Why neither dogs nor emails are postal service's biggest threat
William Fulton, recently outlined how the current fiscal environment highlights the need to create physical environments that are in scale with a place's ability to service it. Using a recent TischlerBise study for Charlotte, North Carolina, that describes how the organization of development has a real impact on the solvency of its fire department, Fulton reiterates what the likes of we, Strong Towns, and others have long known: without perpetual growth, the Ponzi scheme of the last sixty years has been exposed.
The TischlerBise analysis is a timely one. But the problem is not unique to fire fighters and Charlotte but extends to all city services that are spread thinly amongst low density, disconnected developments. Another service that has taken a hit of late is the postal service. Think of how much money could be saved if mailmen could walk again and mail trucks could take more direct routes. Think of the savings on healthcare alone (healthcare is the single most noticeable item on the USPS's shortfall list). Imagine all the mail trucks that could be reused as parcel haulers for couriers and other small transporters of too-large-to-carry parcels. If the postal service was permitted to be a largely foot-based delivery method for "the last mile" of the delivery chain, it would return toward solvency.

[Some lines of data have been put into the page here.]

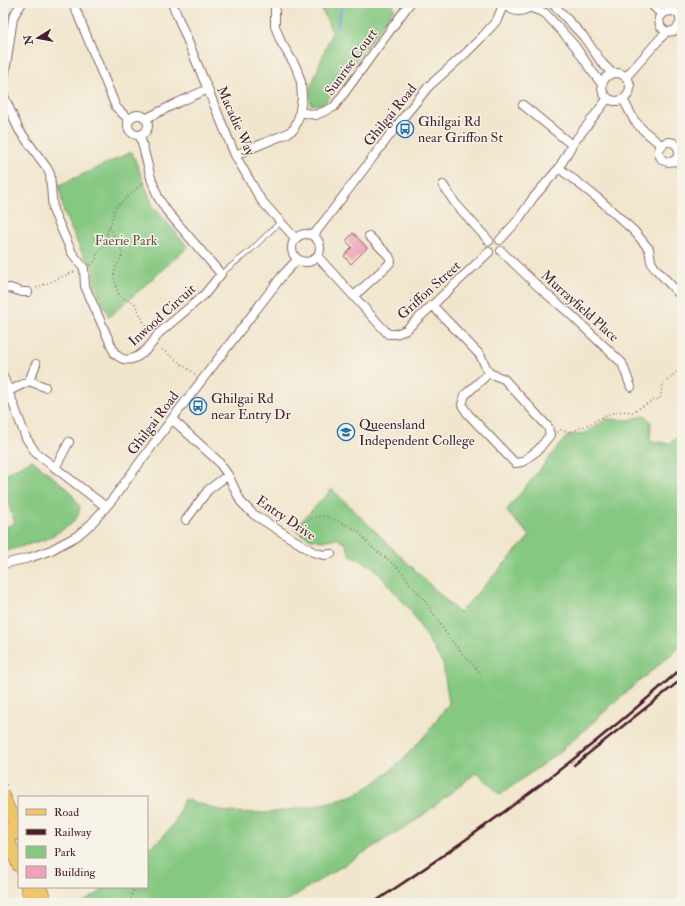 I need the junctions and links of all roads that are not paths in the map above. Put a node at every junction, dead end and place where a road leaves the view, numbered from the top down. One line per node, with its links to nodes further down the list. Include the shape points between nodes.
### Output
1 (22, 3): 15 (street, via 13,18)
2 (73, 3): 25 (street, via 116,107)
3 (172, 3): 19 (street, Macadie Way)
4 (274, 3): 23 (street, via 276,26 281,42 296,67 301,82)
5 (410, 3): 23 (street, Sunrise Court, via 334,107 316,115)
6 (504, 3): 10 (street); 13 (street)
7 (552, 3): 16 (street, via 584,37)
8 (650, 3): 12 (street)
9 (531, 5): 10 (street, via 525,10); 18 (street, via 545,13 575,46)
10 (512, 10): 13 (street)
11 (680, 12): 12 (street, via 665,12); 14 (street, via 680,25 674,31)
12 (662, 15): 14 (street, via 660,26)
13 (497, 20): 36 (street, Ghilgai Road, via 469,50 429,86)
14 (666, 32): 17 (street)
15 (5, 54): 45 (street, Inwood Circuit, via 3,94 19,130 50,174 53,210 72,253 84,268 85,286 115,354 121,359 128,360 141,354 158,334 204,295)
16 (612, 73): 17 (street); 18 (street)
17 (626, 77): 21 (street, via 630,87)
18 (602, 83): 20 (street, via 604,95)
19 (208, 89): 24 (street); 30 (street, Macadie Way)
20 (608, 98): 21 (street, via 618,101); 28 (street)
21 (623, 99): 29 (street, via 634,120)
22 (523, 105): 28 (street)
23 (300, 112): 30 (street, via 294,129)
24 (145, 119): 25 (street, via 136,116); 26 (street, via 148,127)
25 (129, 120): 26 (street, via 130,131 134,135)
26 (140, 135): 45 (street, via 158,197 166,210)
27 (680, 144): 29 (street, via 669,142); 31 (street, via 679,154)
28 (572, 145): 33 (street)
29 (662, 146): 31 (street, via 660,154 664,160)
30 (236, 155): 35 (street, Macadie Way, via 261,200)
31 (675, 160): 32 (street)
32 (682, 166)
33 (559, 168): 39 (street); 49 (street, via 634,231 649,249 654,267)
34 (443, 184): 40 (street, via 455,203)
35 (281, 222): 38 (street, Macadie Way); 45 (lane)
36 (313, 236): 38 (street, via 302,234); 43 (street, via 320,246)
37 (369, 236): 48 (street, via 391,261)
38 (295, 238): 44 (street, via 291,248)
39 (500, 240): 40 (street, via 493,238); 41 (street, via 503,245)
40 (489, 241): 42 (street)
41 (501, 251): 42 (street, via 495,254); 55 (street, Murrayfield Place, via 622,363)
42 (489, 252): 50 (street, Griffon Street)
43 (318, 257): 44 (street, via 307,263); 48 (street, Griffon Street)
44 (297, 260): 58 (street, Ghilgai Road)
45 (221, 274)
46 (3, 289): 47 (street)
47 (28, 292)
48 (354, 296): 50 (street, Griffon Street, via 388,334 406,330)
49 (682, 297)
50 (432, 305): 52 (street, via 480,355)
51 (36, 364): 54 (street)
52 (489, 372): 52 (street, via 465,395 462,405 515,463 522,462 538,450 550,435 548,427 504,379)
53 (3, 376): 57 (street)
54 (29, 381): 56 (street); 57 (street)
55 (631, 386)
56 (45, 387)
57 (9, 391): 60 (street, via 26,438 36,453)
58 (172, 419): 61 (street, Entry Drive, via 218,461); 62 (street, Ghilgai Road)
59 (69, 442): 60 (street)
60 (55, 468): 62 (street)
61 (228, 475): 63 (street, via 208,490); 64 (street, Entry Drive, via 241,502 253,514 313,552)
62 (106, 508): 65 (street, Ghilgai Road, via 86,529 60,546)
63 (186, 520)
64 (331, 554)
65 (3, 564)
66 (3, 796): 68 (main road)
67 (3, 828): 69 (main road)
68 (18, 832)
69 (18, 864)
70 (27, 888): 72 (main road)
71 (40, 888): 73 (main road)
72 (33, 903)
73 (46, 903) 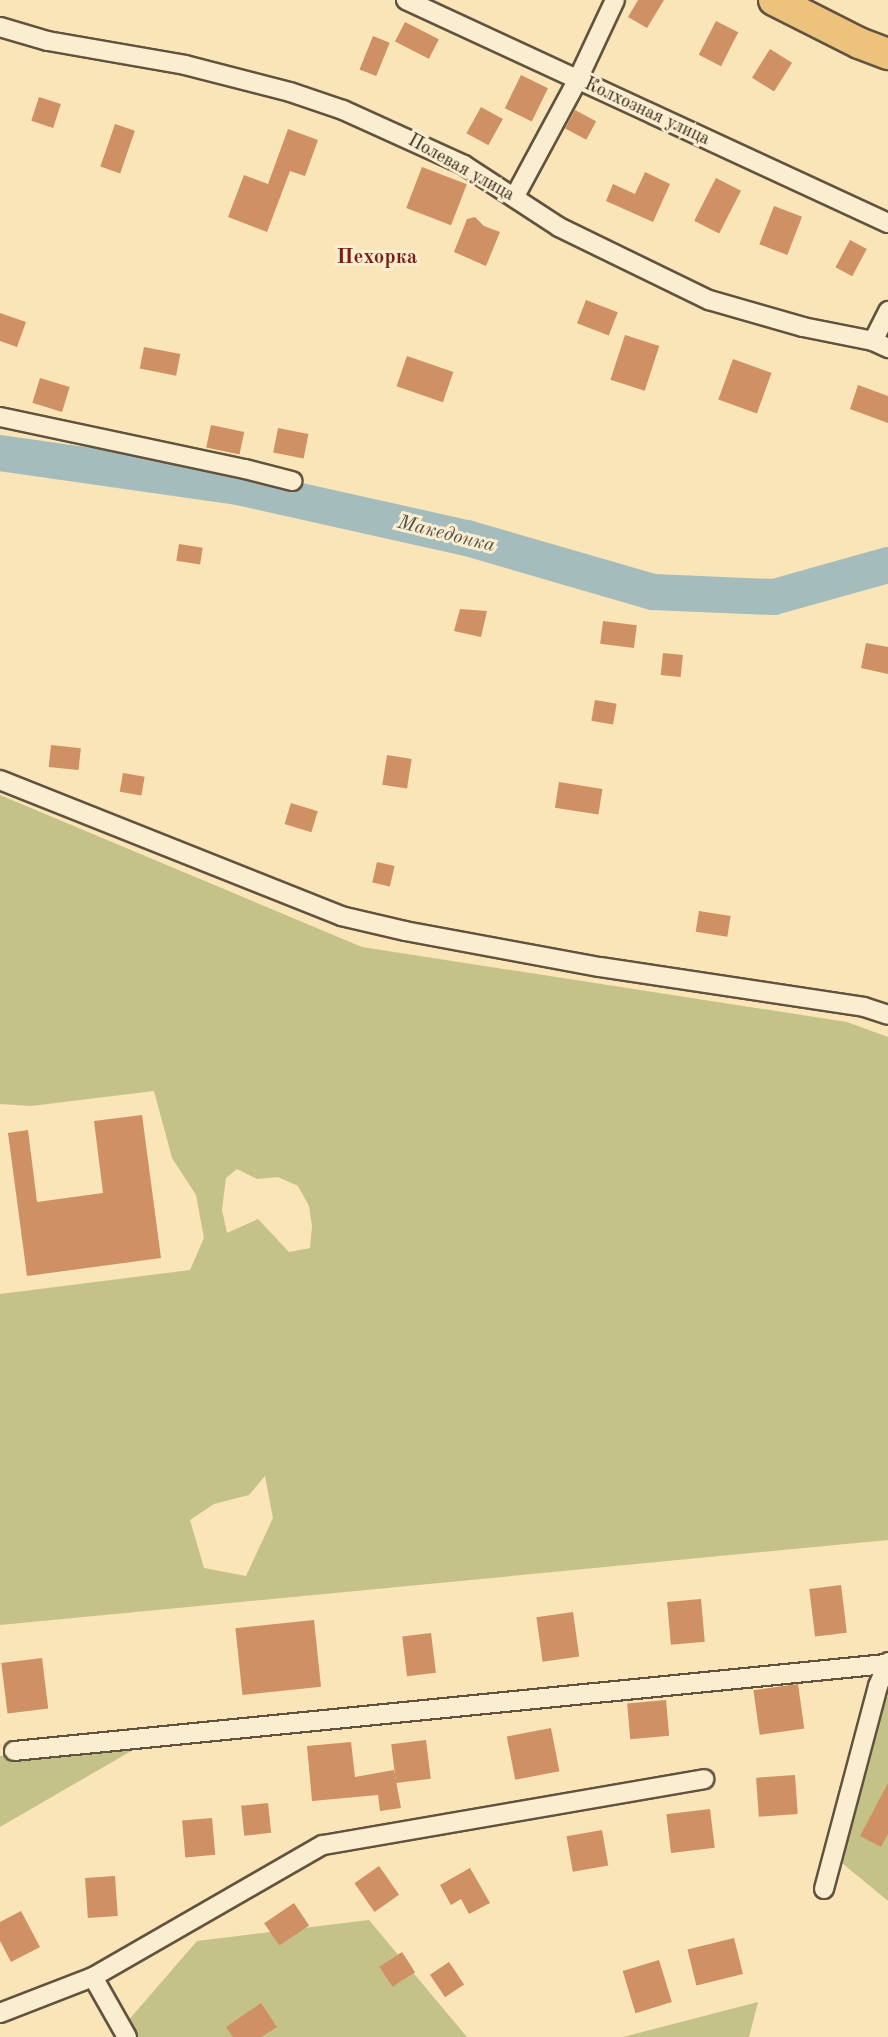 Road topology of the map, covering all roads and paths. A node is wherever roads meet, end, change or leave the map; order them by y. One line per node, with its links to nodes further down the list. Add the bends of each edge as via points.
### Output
1 (406, 0): 6 (street, Колхозная улица)
2 (615, 0): 6 (street)
3 (774, 0): 5 (main road)
4 (0, 27): 7 (street, Полевая улица, via 48,41 186,65 300,95 397,133 464,165)
5 (888, 54)
6 (578, 79): 7 (street); 8 (street, Колхозная улица)
7 (514, 196): 10 (street, Полевая улица, via 559,228 710,300)
8 (888, 223)
9 (888, 311): 10 (street, Полевая улица)
10 (880, 345)
11 (0, 417): 12 (street)
12 (292, 481)
13 (0, 780): 14 (street, via 341,916 600,967 864,1007)
14 (888, 1015)
15 (887, 1663): 16 (street); 18 (street)
16 (14, 1751)
17 (704, 1779): 19 (street, via 323,1845)
18 (824, 1889)
19 (93, 1977): 20 (street); 21 (street)
20 (0, 2013)
21 (127, 2037) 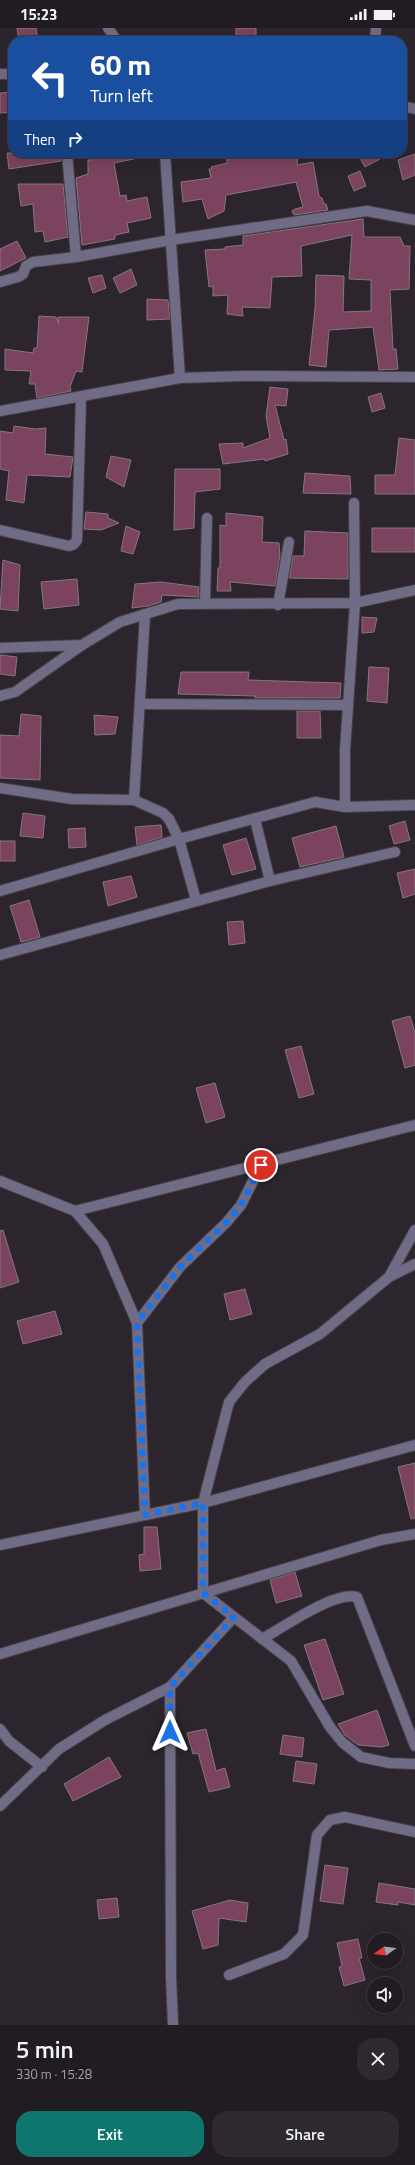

If only the spaces between destinations permitted it.
As homes and business dispersed in the years following the advent of the automobile and a host of government sponsored measures to cater to it, services that relied on door-to-door movements increasingly became strained. Milkmen, ice-cream trucks, and other small, non government backed merchants were the first to go (although, admittedly, ice cream vendors do, on occasion, remain in their brightly colored and menu-clad vans. However, they’re usually largely stationary and require kids and consenting adults to migrate toward a much louder siren song). USPS's long-distance shipping is already largely contracted through FedEx. USPS delivery vans and trucks are becoming delinquent in their maintenance and, in more and more cases, the postal service is requiring centralized mailboxes in new developments.
Many will say that with the advent of email, Facebook, Twitter, text messaging, and other attempted replacements for letter writing, attempting to save an antiquated system of communication is a waste in and of itself. They may have point. But like land-based telephone lines, redundancy and back ups for communication tools is essential to a healthy economy, an informed populace, and loving grandmothers everywhere (at least those not bombarding their loved-ones with emails and "poking" them on online social networks).
But, for a second, let’s assume for a moment that we do away with the USPS. Let’s give physical parcel delivery entirely over to the private sector, which seems to be doing ok in the race for instant delivery dominance. Assuming prices would stay competitive and affordable for sending a birthday card or a rent check, letting outfits like UPS and FedEx manage our deliveries would seem to be a reasonable proposition. Yet the critical failures of our inefficient transportation and circulation networks limit productivity and diminish the energy efficiency and profitability for these companies and cripple their service to businesses and families. As e-commerce evolves, so does the number of parcels being traded and delivered through such services. As traffic congestion, front-door dispersion, operating costs, and healthcare costs increase, the level of service for home delivery drops. This would be catastrophic for what could be a significant segment of our retail economy. Private operators or not, that is a risk we cannot afford to take.
The solution lies in creating and interconnected network of hubs, transfer points, and streets that allow a diverse set of customers to be dependably served by parcel delivery services. Air freight must be seamlessly connected to regional rail that then offloads to a nimble fleet of small trucks (perhaps decommissioned USPS vehicles) to deliver loads to decentralized nodes. From these nodes, pedestrian-possible streets, sidewalks and environments must take foot-based delivery personnel to businesses, homes, suppliers, and consumers.
The potential savings to government (federal and local) and delivery companies are immense. Fewer trucks ensure conserving fuel and maintenance costs. Increased employee mobility allows for more dependable delivery and limited healthcare costs as compared to inefficient drive-and-drop models. Likewise, with the savings comes a higher level of service. If delivery to the end user is humanized and done on foot, the chance of traffic delays and late and/or mistaken deliveries lessens. Externalized benefits would include more security from eyes on the street.
One could easily plug in any public or quasi-public service to compute the savings and efficiency that would be gained by operating on a traditional neighborhood framework. If one were to aggregate the savings from reduced equipment needs, reduced fuel costs, fewer delays, and smaller healthcare obligations across all of our infrastructure and public services, the fiscal picture would be not only more sustainable but more resilient to economic shocks. It is time for a less fragile and more prosperous way of organizing our cities and neighborhoods.